Dustin Harvey goes the extra mile on Outlander | Arts & Culture | Halifax, Nova Scotia | THE COAST

Dustin Harvey goes the extra mile on Outlander

The local actor and playwright recalls being on set for the alien Viking film, now on DVD.

"Keep moving. We are still rolling."

I am running as chaotically as I can manage through a mucky field. I am dressed in fur boots, leather armbands and a metal helmet. I am wildly swinging a sword in one hand, and a shield in the other, as bodies emerge from the darkness and disappear again. We're screaming unintelligibly. All around me are explosions, copious amounts of fake blood, fire and smoke, and I must confess it doesn't take much imagination to feign terror in the dark field. Suddenly, a voice over a microphone shouts, "Act more chaotically! Look for your lost children."

Outlander, a sci-fi Viking flick by Americans Howard McCain and Dirk Blackman, is about the humanoid alien character Kainan, played by Jim Caviezel, best known for his title role in Mel Gibson's 2004 Passion of The Christ. Kainan is from a world more technologically advanced than Earth; however, when his homeland is destroyed by monstrous beasts called Moorwens, Kainan manages to crash-land in eighth-century Norway. Unbeknownst to Kainan, one of the Moorwens---described by an assistant director as "the size of a small elephant but only scarier"---secretly hitches a ride with him to Earth. This leads to nothing but death, destruction and a romantic make-out scene with a lady Viking.

"Your turn. Show me something."

The Moorwen has broken through the walls of the village, which is an elaborate construction of wooden buildings surrounded by a fortification. It is located in a farmer's field, 15 minutes past the airport in Nine Mile River.

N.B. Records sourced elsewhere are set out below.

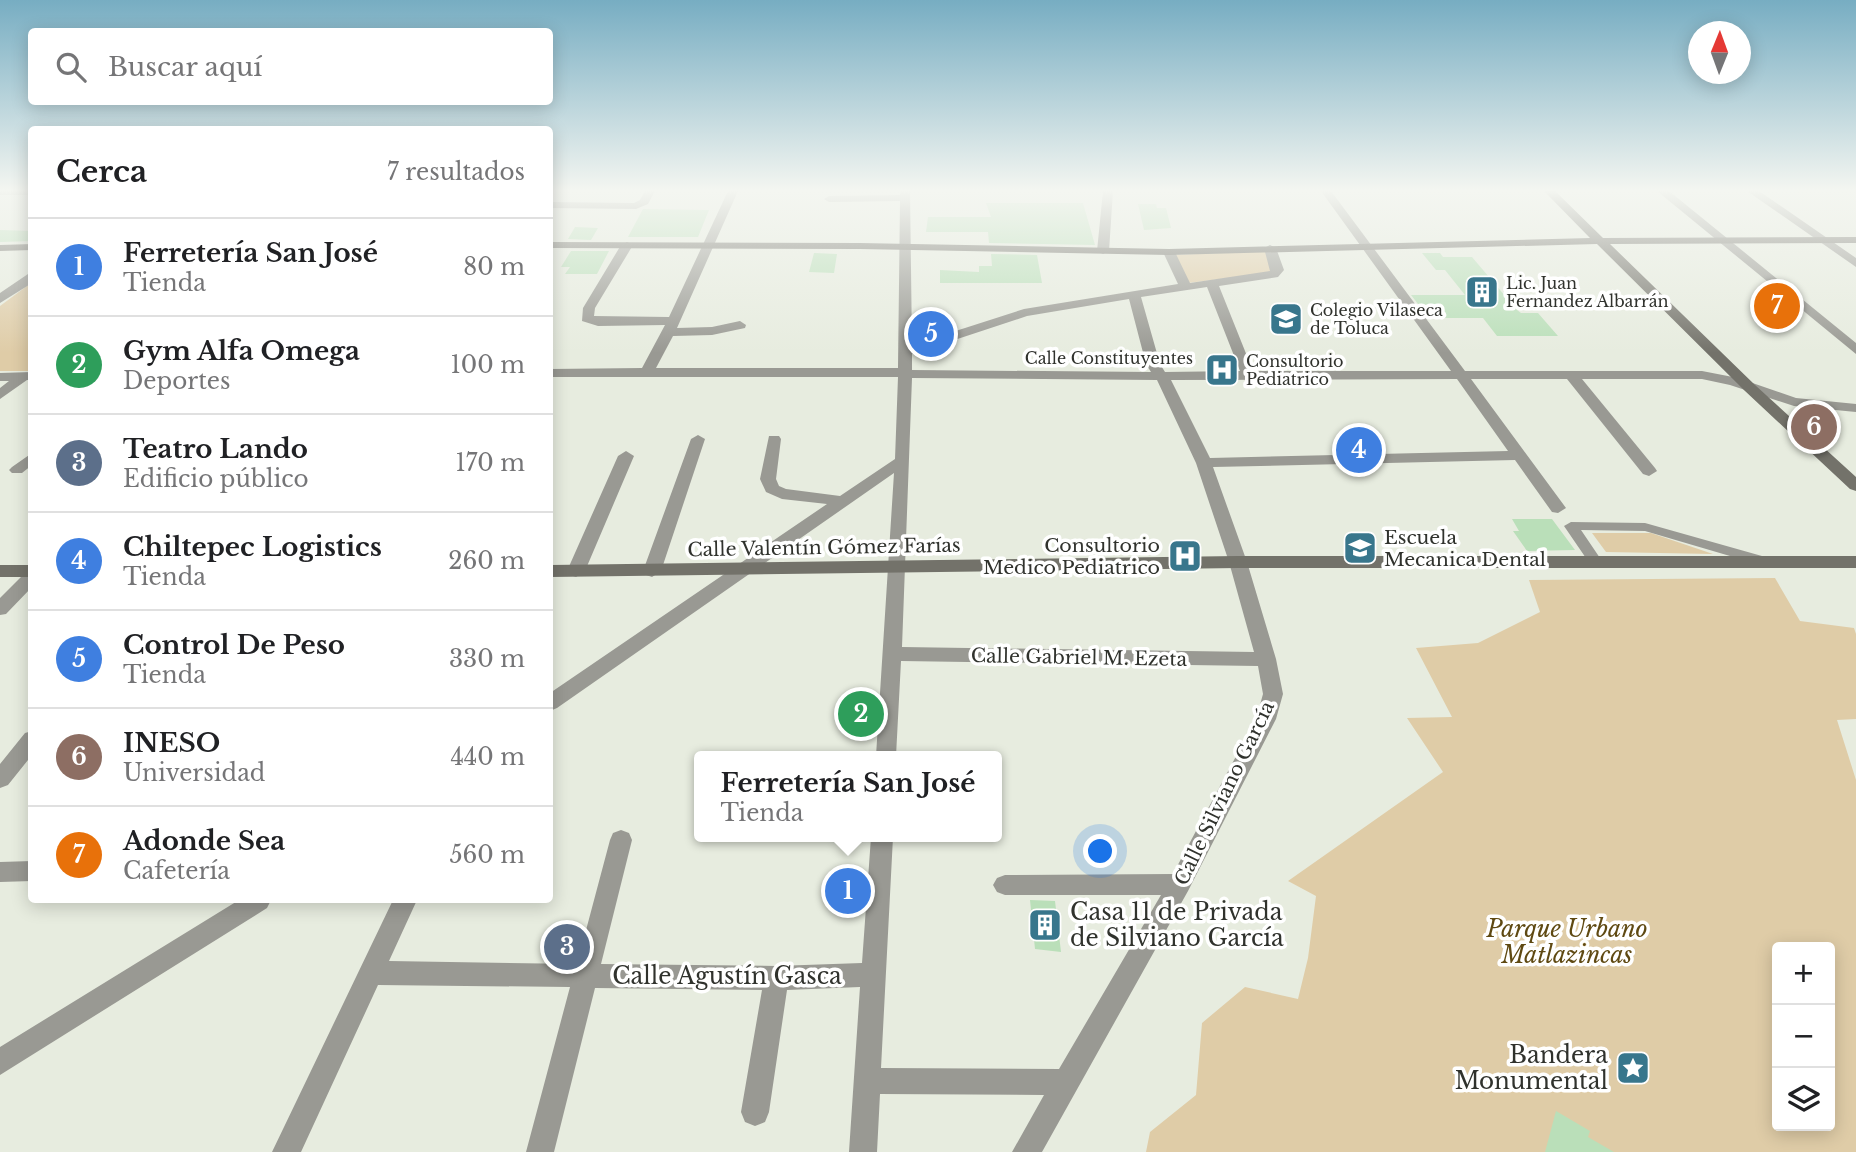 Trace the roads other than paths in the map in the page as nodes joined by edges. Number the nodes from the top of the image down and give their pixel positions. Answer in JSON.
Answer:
{"nodes":[{"id":1,"x":553,"y":245,"type":"edge"},
{"id":2,"x":627,"y":245,"type":"junction"},
{"id":3,"x":708,"y":245,"type":"junction"},
{"id":4,"x":1104,"y":245,"type":"edge"},
{"id":5,"x":1363,"y":245,"type":"junction"},
{"id":6,"x":1377,"y":245,"type":"edge"},
{"id":7,"x":1606,"y":245,"type":"edge"},
{"id":8,"x":1728,"y":245,"type":"edge"},
{"id":9,"x":1829,"y":245,"type":"edge"},
{"id":10,"x":907,"y":246,"type":"junction"},
{"id":11,"x":28,"y":247,"type":"edge"},
{"id":12,"x":0,"y":248,"type":"edge"},
{"id":13,"x":1270,"y":248,"type":"junction"},
{"id":14,"x":1103,"y":251,"type":"junction"},
{"id":15,"x":1169,"y":251,"type":"junction"},
{"id":16,"x":1856,"y":264,"type":"edge"},
{"id":17,"x":28,"y":279,"type":"edge"},
{"id":18,"x":1211,"y":282,"type":"junction"},
{"id":19,"x":1185,"y":286,"type":"junction"},
{"id":20,"x":1134,"y":294,"type":"junction"},
{"id":21,"x":0,"y":299,"type":"edge"},
{"id":22,"x":740,"y":325,"type":"dead end"},
{"id":23,"x":671,"y":327,"type":"junction"},
{"id":24,"x":1856,"y":350,"type":"edge"},
{"id":25,"x":905,"y":352,"type":"junction"},
{"id":26,"x":647,"y":372,"type":"junction"},
{"id":27,"x":553,"y":373,"type":"edge"},
{"id":28,"x":905,"y":373,"type":"junction"},
{"id":29,"x":1248,"y":375,"type":"junction"},
{"id":30,"x":1460,"y":375,"type":"junction"},
{"id":31,"x":1571,"y":375,"type":"junction"},
{"id":32,"x":0,"y":376,"type":"edge"},
{"id":33,"x":28,"y":376,"type":"edge"},
{"id":34,"x":1160,"y":376,"type":"junction"},
{"id":35,"x":1750,"y":388,"type":"junction"},
{"id":36,"x":0,"y":396,"type":"edge"},
{"id":37,"x":1856,"y":408,"type":"edge"},
{"id":38,"x":698,"y":439,"type":"dead end"},
{"id":39,"x":774,"y":439,"type":"dead end"},
{"id":40,"x":1519,"y":455,"type":"junction"},
{"id":41,"x":626,"y":456,"type":"dead end"},
{"id":42,"x":903,"y":460,"type":"junction"},
{"id":43,"x":28,"y":461,"type":"edge"},
{"id":44,"x":1204,"y":463,"type":"junction"},
{"id":45,"x":18,"y":470,"type":"dead end"},
{"id":46,"x":1649,"y":471,"type":"dead end"},
{"id":47,"x":1856,"y":486,"type":"edge"},
{"id":48,"x":841,"y":501,"type":"junction"},
{"id":49,"x":1558,"y":508,"type":"dead end"},
{"id":50,"x":1595,"y":561,"type":"junction"},
{"id":51,"x":1764,"y":561,"type":"junction"},
{"id":52,"x":1238,"y":562,"type":"junction"},
{"id":53,"x":1856,"y":562,"type":"edge"},
{"id":54,"x":897,"y":567,"type":"junction"},
{"id":55,"x":744,"y":568,"type":"junction"},
{"id":56,"x":0,"y":571,"type":"edge"},
{"id":57,"x":28,"y":571,"type":"edge"},
{"id":58,"x":553,"y":571,"type":"edge"},
{"id":59,"x":576,"y":571,"type":"junction"},
{"id":60,"x":652,"y":571,"type":"junction"},
{"id":61,"x":28,"y":580,"type":"edge"},
{"id":62,"x":0,"y":609,"type":"edge"},
{"id":63,"x":892,"y":654,"type":"junction"},
{"id":64,"x":1266,"y":659,"type":"junction"},
{"id":65,"x":553,"y":701,"type":"edge"},
{"id":66,"x":28,"y":744,"type":"edge"},
{"id":67,"x":886,"y":751,"type":"edge"},
{"id":68,"x":0,"y":779,"type":"edge"},
{"id":69,"x":621,"y":840,"type":"dead end"},
{"id":70,"x":882,"y":842,"type":"edge"},
{"id":71,"x":28,"y":871,"type":"edge"},
{"id":72,"x":0,"y":872,"type":"edge"},
{"id":73,"x":1180,"y":884,"type":"junction"},
{"id":74,"x":1005,"y":885,"type":"dead end"},
{"id":75,"x":253,"y":903,"type":"edge"},
{"id":76,"x":403,"y":903,"type":"edge"},
{"id":77,"x":371,"y":973,"type":"junction"},
{"id":78,"x":587,"y":975,"type":"junction"},
{"id":79,"x":874,"y":975,"type":"junction"},
{"id":80,"x":776,"y":978,"type":"junction"},
{"id":81,"x":0,"y":1062,"type":"edge"},
{"id":82,"x":869,"y":1081,"type":"junction"},
{"id":83,"x":1068,"y":1082,"type":"junction"},
{"id":84,"x":755,"y":1112,"type":"dead end"},
{"id":85,"x":286,"y":1152,"type":"edge"},
{"id":86,"x":540,"y":1152,"type":"edge"},
{"id":87,"x":863,"y":1152,"type":"edge"},
{"id":88,"x":1026,"y":1152,"type":"edge"}],
"edges":[{"from":1,"to":2,"type":"main road"},
{"from":2,"to":3,"type":"main road"},
{"from":2,"to":23,"type":"street"},
{"from":3,"to":10,"type":"main road"},
{"from":3,"to":23,"type":"street"},
{"from":4,"to":14,"type":"street"},
{"from":5,"to":6,"type":"main road"},
{"from":5,"to":13,"type":"main road"},
{"from":5,"to":30,"type":"street"},
{"from":7,"to":35,"type":"main road"},
{"from":8,"to":24,"type":"street"},
{"from":9,"to":16,"type":"street"},
{"from":10,"to":14,"type":"main road"},
{"from":10,"to":25,"type":"street"},
{"from":11,"to":12,"type":"main road"},
{"from":13,"to":15,"type":"main road"},
{"from":13,"to":18,"type":"street"},
{"from":14,"to":15,"type":"main road"},
{"from":15,"to":19,"type":"street"},
{"from":17,"to":21,"type":"street"},
{"from":18,"to":19,"type":"street"},
{"from":18,"to":29,"type":"street"},
{"from":19,"to":20,"type":"street"},
{"from":20,"to":25,"type":"street"},
{"from":20,"to":34,"type":"street","name":"Calle Silviano García"},
{"from":22,"to":23,"type":"street"},
{"from":23,"to":26,"type":"street"},
{"from":25,"to":28,"type":"street"},
{"from":26,"to":27,"type":"street","name":"Calle Constituyentes"},
{"from":26,"to":28,"type":"street","name":"Calle Constituyentes"},
{"from":28,"to":34,"type":"street","name":"Calle Constituyentes"},
{"from":28,"to":42,"type":"street"},
{"from":29,"to":30,"type":"street","name":"Calle Constituyentes"},
{"from":29,"to":34,"type":"street","name":"Calle Constituyentes"},
{"from":30,"to":31,"type":"street","name":"Calle Constituyentes"},
{"from":30,"to":40,"type":"street"},
{"from":31,"to":35,"type":"street","name":"Calle Constituyentes"},
{"from":31,"to":46,"type":"street"},
{"from":32,"to":33,"type":"street"},
{"from":33,"to":36,"type":"street"},
{"from":34,"to":44,"type":"street","name":"Calle Silviano García"},
{"from":35,"to":37,"type":"street","name":"Calle Constituyentes"},
{"from":35,"to":47,"type":"main road"},
{"from":38,"to":60,"type":"street"},
{"from":39,"to":48,"type":"street"},
{"from":40,"to":44,"type":"street"},
{"from":40,"to":49,"type":"street"},
{"from":41,"to":59,"type":"street"},
{"from":42,"to":48,"type":"street"},
{"from":42,"to":54,"type":"street"},
{"from":43,"to":45,"type":"street"},
{"from":44,"to":52,"type":"street","name":"Calle Silviano García"},
{"from":48,"to":55,"type":"street"},
{"from":50,"to":51,"type":"main road","name":"Calle Valentín Gómez Farías"},
{"from":50,"to":51,"type":"street"},
{"from":50,"to":52,"type":"main road","name":"Calle Valentín Gómez Farías"},
{"from":51,"to":53,"type":"main road","name":"Calle Valentín Gómez Farías"},
{"from":52,"to":54,"type":"main road","name":"Calle Valentín Gómez Farías"},
{"from":52,"to":64,"type":"street","name":"Calle Silviano García"},
{"from":54,"to":55,"type":"main road","name":"Calle Valentín Gómez Farías"},
{"from":54,"to":63,"type":"street"},
{"from":55,"to":60,"type":"main road","name":"Calle Valentín Gómez Farías"},
{"from":55,"to":65,"type":"street"},
{"from":56,"to":57,"type":"main road"},
{"from":58,"to":59,"type":"main road","name":"Calle Valentín Gómez Farías"},
{"from":59,"to":60,"type":"main road","name":"Calle Valentín Gómez Farías"},
{"from":61,"to":62,"type":"street"},
{"from":63,"to":64,"type":"street","name":"Calle Gabriel M. Ezeta"},
{"from":63,"to":67,"type":"street"},
{"from":64,"to":73,"type":"street","name":"Calle Silviano García"},
{"from":66,"to":68,"type":"street"},
{"from":69,"to":78,"type":"street"},
{"from":70,"to":79,"type":"street"},
{"from":71,"to":72,"type":"street"},
{"from":73,"to":74,"type":"street"},
{"from":73,"to":83,"type":"street","name":"Calle Silviano García"},
{"from":75,"to":81,"type":"street"},
{"from":76,"to":77,"type":"street"},
{"from":77,"to":78,"type":"street","name":"Calle Agustín Gasca"},
{"from":77,"to":85,"type":"street"},
{"from":78,"to":80,"type":"street","name":"Calle Agustín Gasca"},
{"from":78,"to":86,"type":"street"},
{"from":79,"to":80,"type":"street","name":"Calle Agustín Gasca"},
{"from":79,"to":82,"type":"street"},
{"from":80,"to":84,"type":"street"},
{"from":82,"to":83,"type":"street"},
{"from":82,"to":87,"type":"street"},
{"from":83,"to":88,"type":"street","name":"Calle Silviano García"}]}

Suddenly, Jim Caviezel whizzes by me and collides head on with another chaotic villager. As a crowd of people gathers to see if Caviezel is injured from the accident, I overhear somebody saying, "That is going to look really great in post."

My first day as an extra on the Nine Mile River location was sometime in mid-November, 2006. The production had been underway for several weeks, and the area in and around the Viking compound had turned into a mud pit. I ran through the mud. I played a dead body in the mud. I shot flaming arrows in the mud. I played a wounded Viking in the infirmary after a Moorwen attack. Again I was a dead body on the ground in the mud. This was all in the same scene.

By December it was cold, and the fake blood now stuck to my face like the shell of a candied apple. Between shot set-ups I waited in a canvas tent the size of a small living room with about 40 other people dressed like Vikings, each painted with fake-dirt make up and oiled-down hair. These people were a mix of professional actors and locals who replied to a newspaper ad. They were mostly men. And they all had beards.

As the weeks of waiting in the tent accumulated, so did the bonds. We spent so much time living together in these eighth-century get-ups, being shuttled back and forth from the city, that it didn't seem so strange when one day the bus stopped at Tim Hortons and the 40 of us walked inside wearing dirt make up and full Viking gear to get coffee and egg sandwiches.

By the end of principle shooting in January 2007, I estimate that I played about five dead bodies, not excluding a three-day stint at the soundstage in Halifax where I was a corpse in a pile of dead bodies---some of which were real people, and some not. I remember each of those days beginning with the pile being hosed down with a blood gun in which you had to remain very still.

In an industry that is saturated with ridiculous entertainment, it is hard to see what public need a film like Outlander fulfills. With a price tag rumoured to be around 42 million dollars, the movie now seems somewhat out of place in this tentative economy.

Regardless, I feel amused to have been a part of something so epic, which is lot more than I can say for that extra who got run over by Jim Caviezel.